Minister of Development and Social Inclusion of Peru
- In office 15 July 2020 – 10 November 2020
- President: Martín Vizcarra
- Prime Minister: Pedro Cateriano Walter Martos
- Preceded by: Ariela Luna
- Succeeded by: Federico Tong [es]

Member of Congress
- In office 27 July 2016 – 30 September 2019
- Constituency: Loreto
- In office 27 July 2000 – 26 July 2001
- Constituency: single district

Personal details
- Born: Patricia Elizabeth Donayre Pasquel 10 June 1971 (age 54) Iquitos, Loreto, Peru
- Education: Women's University of the Sacred Heart; Complutense University of Madrid;
- Occupation: Lawyer, politician

= Patricia Donayre =

Peruvian lawyer and politician

Patricia Elizabeth Donayre Pasquel (born 10 June 1971) is a Peruvian lawyer and politician. She was her country's Minister of Development and Social Inclusion (MIDIS) from 15 July to 10 November 2020, during the government of Martín Vizcarra.

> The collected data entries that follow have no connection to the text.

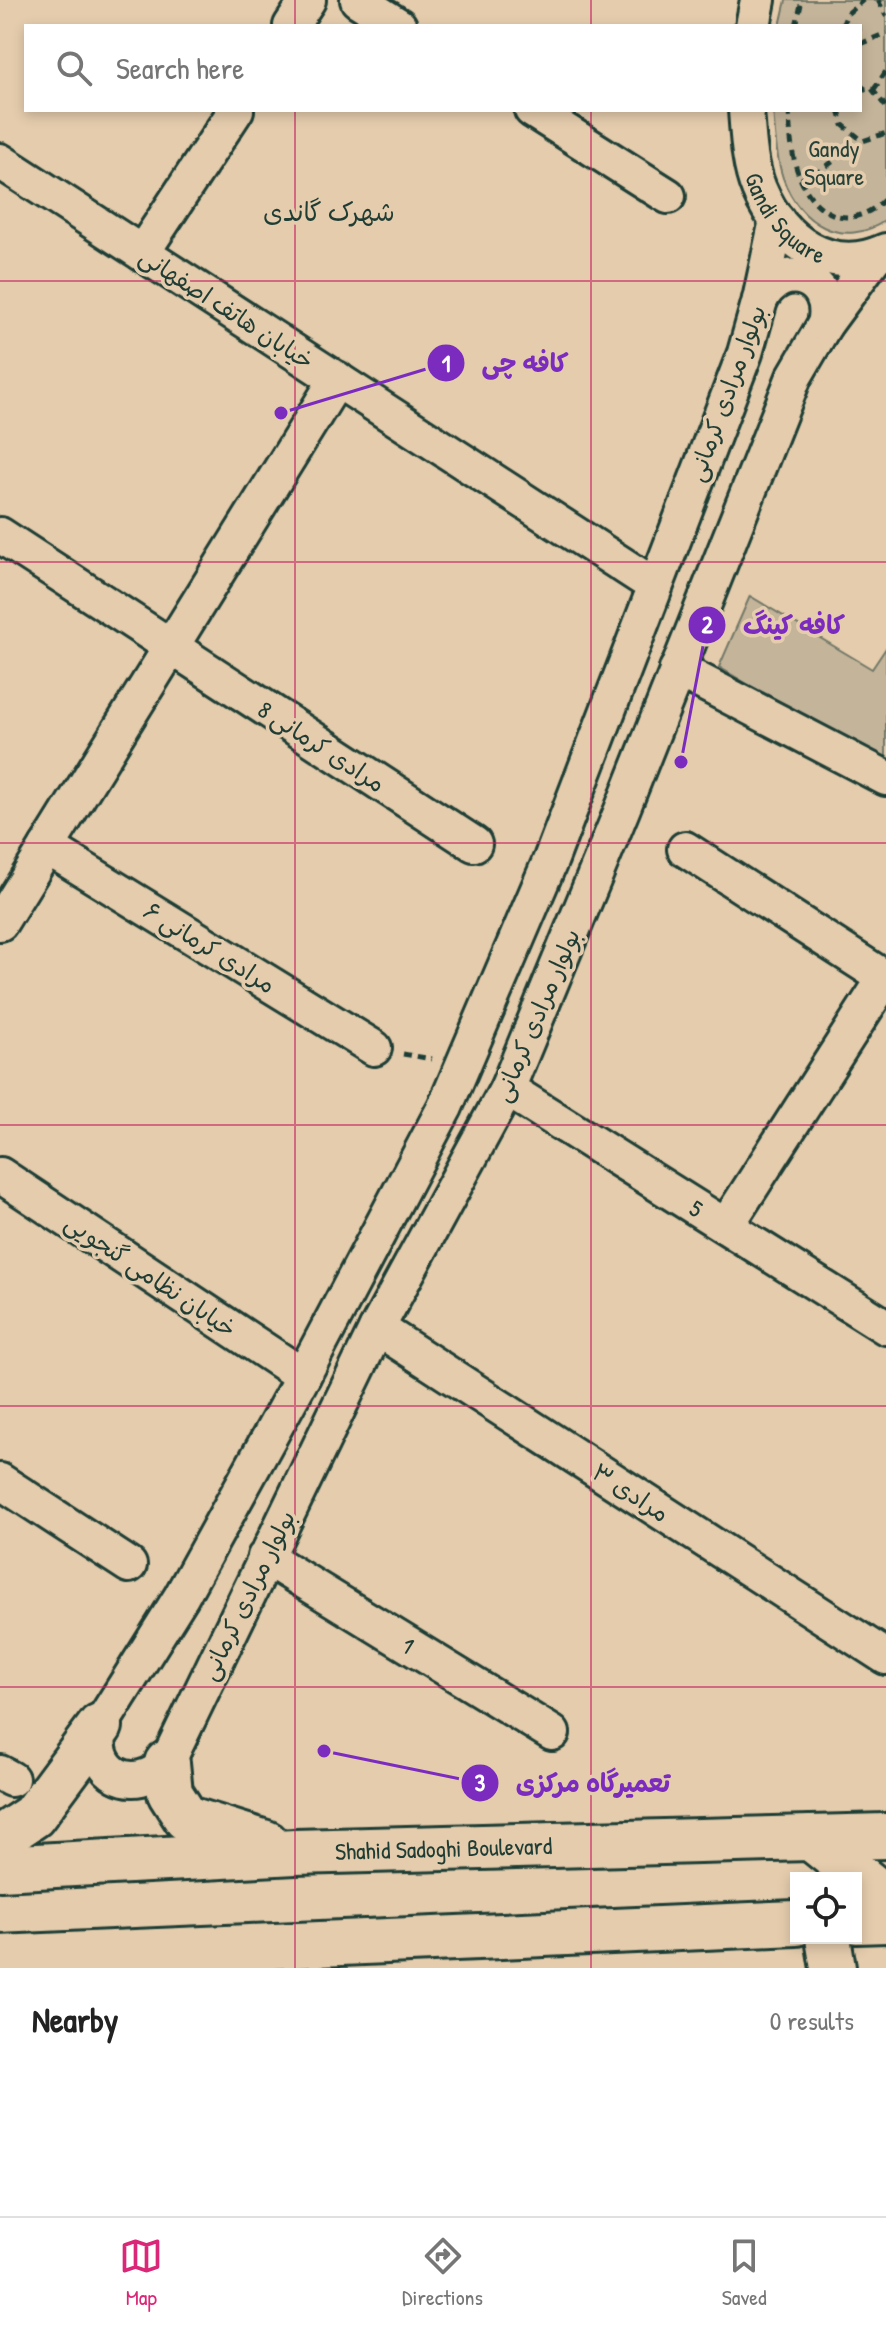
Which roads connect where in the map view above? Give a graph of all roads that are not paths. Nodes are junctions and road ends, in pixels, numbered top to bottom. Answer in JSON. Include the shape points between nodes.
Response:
{"nodes":[{"id":1,"x":308,"y":0,"type":"edge"},
{"id":2,"x":358,"y":0,"type":"edge"},
{"id":3,"x":758,"y":0,"type":"edge"},
{"id":4,"x":292,"y":24,"type":"edge"},
{"id":5,"x":396,"y":24,"type":"edge"},
{"id":6,"x":753,"y":24,"type":"edge"},
{"id":7,"x":235,"y":112,"type":"edge"},
{"id":8,"x":535,"y":112,"type":"edge"},
{"id":9,"x":746,"y":112,"type":"edge"},
{"id":10,"x":0,"y":161,"type":"edge"},
{"id":11,"x":668,"y":196,"type":"dead end"},
{"id":12,"x":777,"y":220,"type":"junction"},
{"id":13,"x":142,"y":253,"type":"junction"},
{"id":14,"x":881,"y":253,"type":"edge"},
{"id":15,"x":760,"y":300,"type":"junction"},
{"id":16,"x":825,"y":324,"type":"junction"},
{"id":17,"x":337,"y":379,"type":"junction"},
{"id":18,"x":0,"y":535,"type":"edge"},
{"id":19,"x":655,"y":586,"type":"junction"},
{"id":20,"x":170,"y":647,"type":"junction"},
{"id":21,"x":677,"y":669,"type":"junction"},
{"id":22,"x":886,"y":778,"type":"edge"},
{"id":23,"x":474,"y":844,"type":"dead end"},
{"id":24,"x":47,"y":847,"type":"junction"},
{"id":25,"x":685,"y":849,"type":"dead end"},
{"id":26,"x":3,"y":911,"type":"edge"},
{"id":27,"x":374,"y":1048,"type":"road end"},
{"id":28,"x":507,"y":1089,"type":"junction"},
{"id":29,"x":0,"y":1175,"type":"edge"},
{"id":30,"x":726,"y":1226,"type":"junction"},
{"id":31,"x":886,"y":1327,"type":"edge"},
{"id":32,"x":377,"y":1328,"type":"junction"},
{"id":33,"x":303,"y":1376,"type":"junction"},
{"id":34,"x":0,"y":1481,"type":"edge"},
{"id":35,"x":265,"y":1557,"type":"junction"},
{"id":36,"x":129,"y":1565,"type":"dead end"},
{"id":37,"x":886,"y":1657,"type":"edge"},
{"id":38,"x":100,"y":1726,"type":"junction"},
{"id":39,"x":552,"y":1733,"type":"dead end"},
{"id":40,"x":167,"y":1763,"type":"junction"},
{"id":41,"x":883,"y":1836,"type":"edge"},
{"id":42,"x":0,"y":1838,"type":"edge"},
{"id":43,"x":811,"y":1838,"type":"junction"},
{"id":44,"x":295,"y":1852,"type":"junction"},
{"id":45,"x":0,"y":1868,"type":"edge"},
{"id":46,"x":843,"y":1872,"type":"edge"},
{"id":47,"x":845,"y":1872,"type":"edge"},
{"id":48,"x":862,"y":1882,"type":"edge"},
{"id":49,"x":886,"y":1920,"type":"edge"},
{"id":50,"x":862,"y":1921,"type":"edge"},
{"id":51,"x":790,"y":1923,"type":"edge"},
{"id":52,"x":829,"y":1944,"type":"edge"},
{"id":53,"x":0,"y":1958,"type":"edge"},
{"id":54,"x":833,"y":1968,"type":"edge"}],
"edges":[{"from":1,"to":4,"type":"street"},
{"from":2,"to":5,"type":"street"},
{"from":3,"to":6,"type":"street"},
{"from":7,"to":13,"type":"street"},
{"from":8,"to":11,"type":"street"},
{"from":9,"to":12,"type":"street","name":"Gandi Square","via":[[758,188]]},
{"from":10,"to":13,"type":"street","name":"خیابان هاتف اصفهانی"},
{"from":12,"to":14,"type":"street","name":"Gandi Square","via":[[818,255],[847,261]]},
{"from":12,"to":15,"type":"street","name":"بولوار مرادی کرمانی"},
{"from":13,"to":17,"type":"street","name":"خیابان هاتف اصفهانی"},
{"from":14,"to":16,"type":"street","name":"بولوار مرادی کرمانی"},
{"from":15,"to":16,"type":"street","via":[[778,280],[805,278],[825,297]]},
{"from":15,"to":19,"type":"street","name":"بولوار مرادی کرمانی","via":[[745,353]]},
{"from":16,"to":21,"type":"street","name":"بولوار مرادی کرمانی","via":[[794,377]]},
{"from":17,"to":19,"type":"street","name":"خیابان هاتف اصفهانی"},
{"from":17,"to":20,"type":"street"},
{"from":18,"to":20,"type":"street","name":"مرادی کرمانی 8"},
{"from":19,"to":33,"type":"street","name":"بولوار مرادی کرمانی","via":[[551,859],[445,1107]]},
{"from":20,"to":23,"type":"street","name":"مرادی کرمانی 8"},
{"from":20,"to":24,"type":"street"},
{"from":21,"to":22,"type":"street"},
{"from":21,"to":28,"type":"street","name":"بولوار مرادی کرمانی"},
{"from":24,"to":26,"type":"street"},
{"from":24,"to":27,"type":"street","name":"مرادی کرمانی ۶"},
{"from":25,"to":30,"type":"street","via":[[885,978]]},
{"from":28,"to":30,"type":"street","name":"5"},
{"from":28,"to":32,"type":"street","name":"بولوار مرادی کرمانی"},
{"from":29,"to":33,"type":"street","name":"خیابان نظامی گنجویی"},
{"from":30,"to":31,"type":"street","name":"5"},
{"from":32,"to":35,"type":"street","name":"بولوار مرادی کرمانی"},
{"from":32,"to":37,"type":"street","name":"مرادی ۳"},
{"from":33,"to":38,"type":"street","name":"بولوار مرادی کرمانی","via":[[181,1597]]},
{"from":34,"to":36,"type":"street"},
{"from":35,"to":39,"type":"street","name":"1"},
{"from":35,"to":40,"type":"street","name":"بولوار مرادی کرمانی"},
{"from":38,"to":40,"type":"street","via":[[99,1754],[116,1775],[144,1779]]},
{"from":38,"to":42,"type":"main road","via":[[33,1816]]},
{"from":40,"to":44,"type":"main road","via":[[170,1793],[186,1818]]},
{"from":41,"to":43,"type":"main road","name":"Shahid Sadoghi Boulevard"},
{"from":41,"to":47,"type":"main road"},
{"from":43,"to":44,"type":"main road","name":"Shahid Sadoghi Boulevard"},
{"from":43,"to":46,"type":"main road"},
{"from":44,"to":45,"type":"main road","name":"Shahid Sadoghi Boulevard"},
{"from":48,"to":49,"type":"main road","via":[[871,1886]]},
{"from":49,"to":50,"type":"main road"},
{"from":51,"to":53,"type":"main road"},
{"from":52,"to":54,"type":"main road"}]}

==Early life and education==
Donayre was born in Iquitos, Loreto on 10 June 1971, the daughter of congressman Jorge Donayre Lozano and Luz Pasquel.

She completed her higher studies at the Women's University of the Sacred Heart, receiving her law degree (1993). She obtained a doctorate, in problems of parliamentarism, at the Complutense University of Madrid, and a diploma in constitutional law and political science at the Centre for Political and Constitutional Studies.

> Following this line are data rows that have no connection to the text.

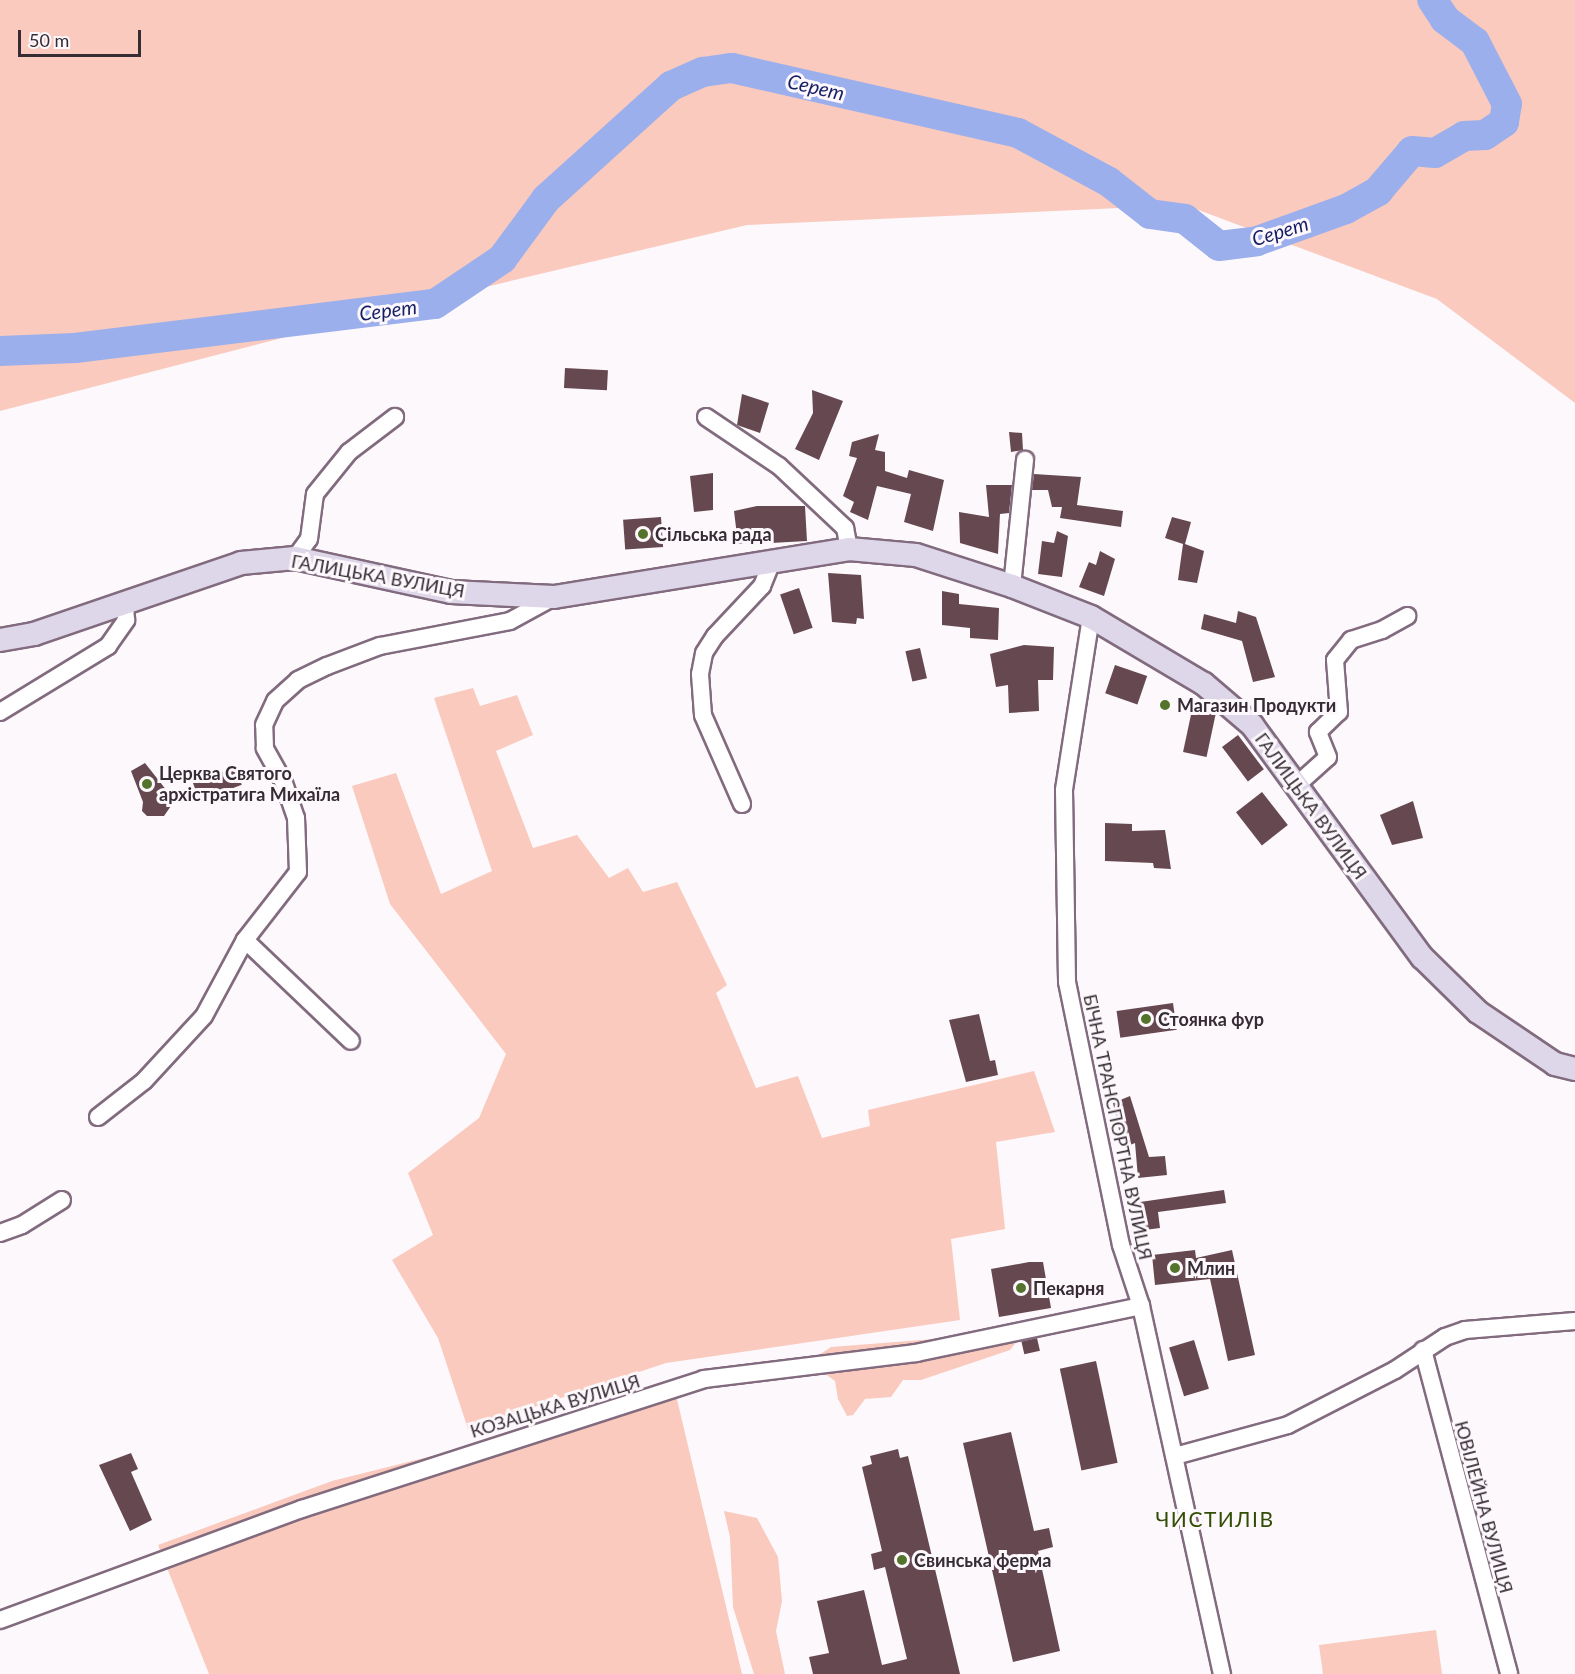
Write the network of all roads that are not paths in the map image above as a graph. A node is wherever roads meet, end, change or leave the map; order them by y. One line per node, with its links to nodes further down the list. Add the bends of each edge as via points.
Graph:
1 (395, 417): 5 (street, via 349,452 315,494 309,539)
2 (706, 417): 4 (street, via 779,466 845,528)
3 (1025, 460): 7 (street)
4 (849, 549): 6 (main road, ГАЛИЦЬКА ВУЛИЦЯ); 7 (main road, ГАЛИЦЬКА ВУЛИЦЯ, via 916,555)
5 (295, 558): 8 (main road, ГАЛИЦЬКА ВУЛИЦЯ, via 451,592); 9 (main road, ГАЛИЦЬКА ВУЛИЦЯ, via 241,563)
6 (771, 564): 8 (main road, ГАЛИЦЬКА ВУЛИЦЯ); 15 (street, via 762,586 704,653 700,674 703,715)
7 (1012, 586): 11 (main road, ГАЛИЦЬКА ВУЛИЦЯ)
8 (554, 597): 16 (street, via 510,621 380,646 298,680 275,701 264,725 265,748 284,782 296,818 298,872)
9 (125, 604): 12 (main road, ГАЛИЦЬКА ВУЛИЦЯ, via 34,634); 13 (street, via 126,620 108,646)
10 (1407, 616): 14 (street, via 1382,630 1351,640 1335,660 1339,712 1318,732 1328,757)
11 (1091, 617): 14 (main road, ГАЛИЦЬКА ВУЛИЦЯ, via 1204,684 1252,725); 22 (street, БІЧНА ТРАНСПОРТНА ВУЛИЦЯ, via 1064,790 1067,982 1121,1245)
12 (0, 640)
13 (0, 712)
14 (1298, 784): 18 (main road, ГАЛИЦЬКА ВУЛИЦЯ, via 1422,957 1478,1012 1556,1064)
15 (742, 804)
16 (245, 940): 17 (street); 19 (street, via 204,1016 144,1081)
17 (351, 1041)
18 (1575, 1069)
19 (98, 1117)
20 (62, 1200): 21 (street, via 22,1226)
21 (0, 1233)
22 (1141, 1306): 25 (street, БІЧНА ТРАНСПОРТНА ВУЛИЦЯ); 26 (street, КОЗАЦЬКА ВУЛИЦЯ, via 916,1353 704,1379 303,1509)
23 (1575, 1321): 24 (street, via 1465,1330)
24 (1424, 1350): 25 (street, via 1395,1370 1288,1425); 28 (street, ЮВІЛЕЙНА ВУЛИЦЯ)
25 (1175, 1456): 27 (street, БІЧНА ТРАНСПОРТНА ВУЛИЦЯ)
26 (0, 1620)
27 (1222, 1674)
28 (1509, 1674)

She is also a Master in Public Management for Ibero-American Executives at ESAN - UNED.

==Political career==
===Congresswoman (2000-2001)===

In the 2000 general elections, Donayre was elected Congresswoman of the Republic by the Independent Moralizing Front, with 15,106 votes, for the parliamentary period 2000–2005. During her work in the legislature, she came to exercise, for a few days, the 2nd Vice Presidency of the board of directors chaired by Francisco Tudela in 2000. She was also part of the opposition to the dictatorial government of Alberto Fujimori. On 14 September of the same year, Donayre participated in the press conference led by Fernando Olivera where the Vladivideos were to be made public, where the then opposition congressman, Alberto Kouri, was seen receiving money from ex-adviser Vladimiro Montesinos in exchange. to join the ranks of Peru 2000.

In November of the same year, after the removal of Fujimori by Congress and the assumption of Valentín Paniagua to the interim presidency, her parliamentary position was reduced until 2001 when new elections were called. In those elections, Donayre tried to retain her seat by the same party, but she was not elected.

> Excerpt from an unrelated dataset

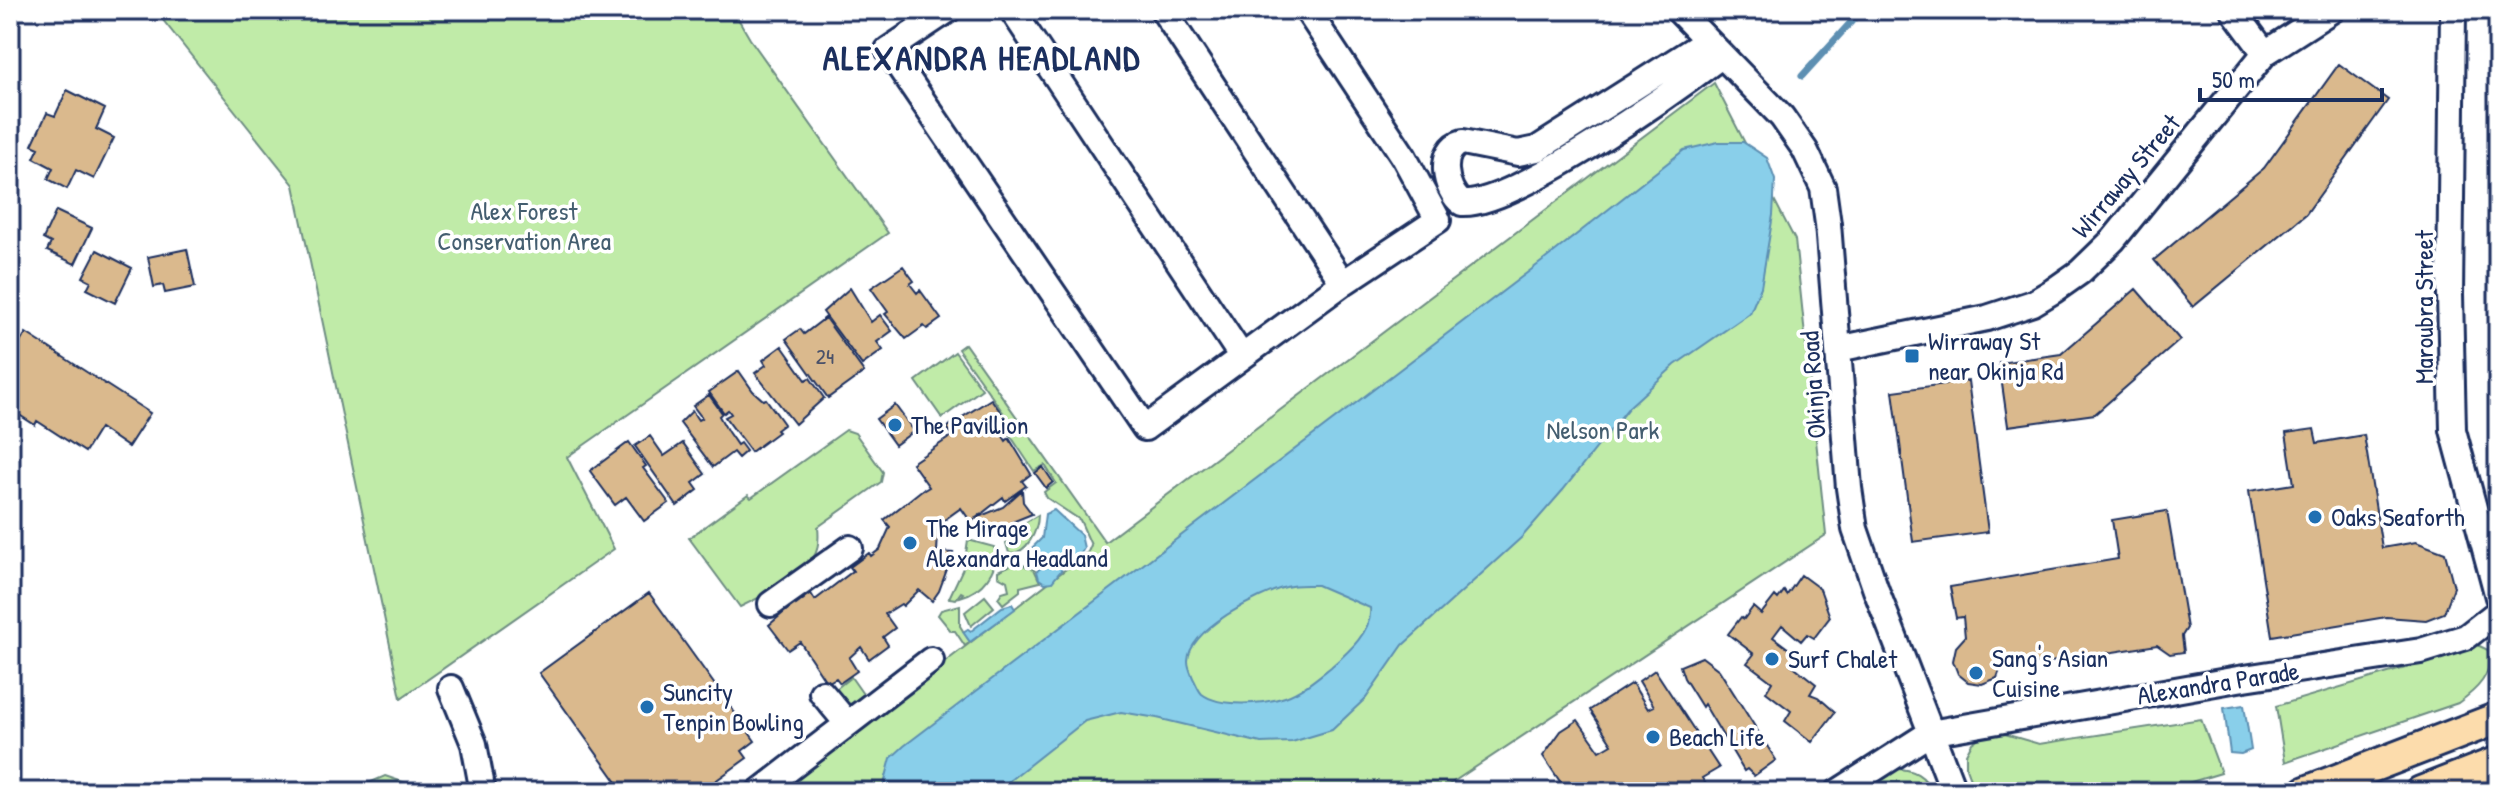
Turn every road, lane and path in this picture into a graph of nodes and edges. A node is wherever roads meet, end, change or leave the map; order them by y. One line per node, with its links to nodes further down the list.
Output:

===Candidate for the Regional President of Loreto in 2002===
In the 2002 regional elections, Donayre ran for Regional President of Loreto for Possible Peru, but was unsuccessful. For the 2006 general elections, she tried again to run for Congress for Centre Front where she was unsuccessful and in the same way in the 2011 general elections where she was a candidate for Alliance for the Great Change but she was not elected either.

===Congresswoman (2016-2019)===
In the 2016 general elections, Donayre was invited by Popular Force to run for Congress and was elected, obtaining 26,543 votes for the 2016-2021 parliamentary period.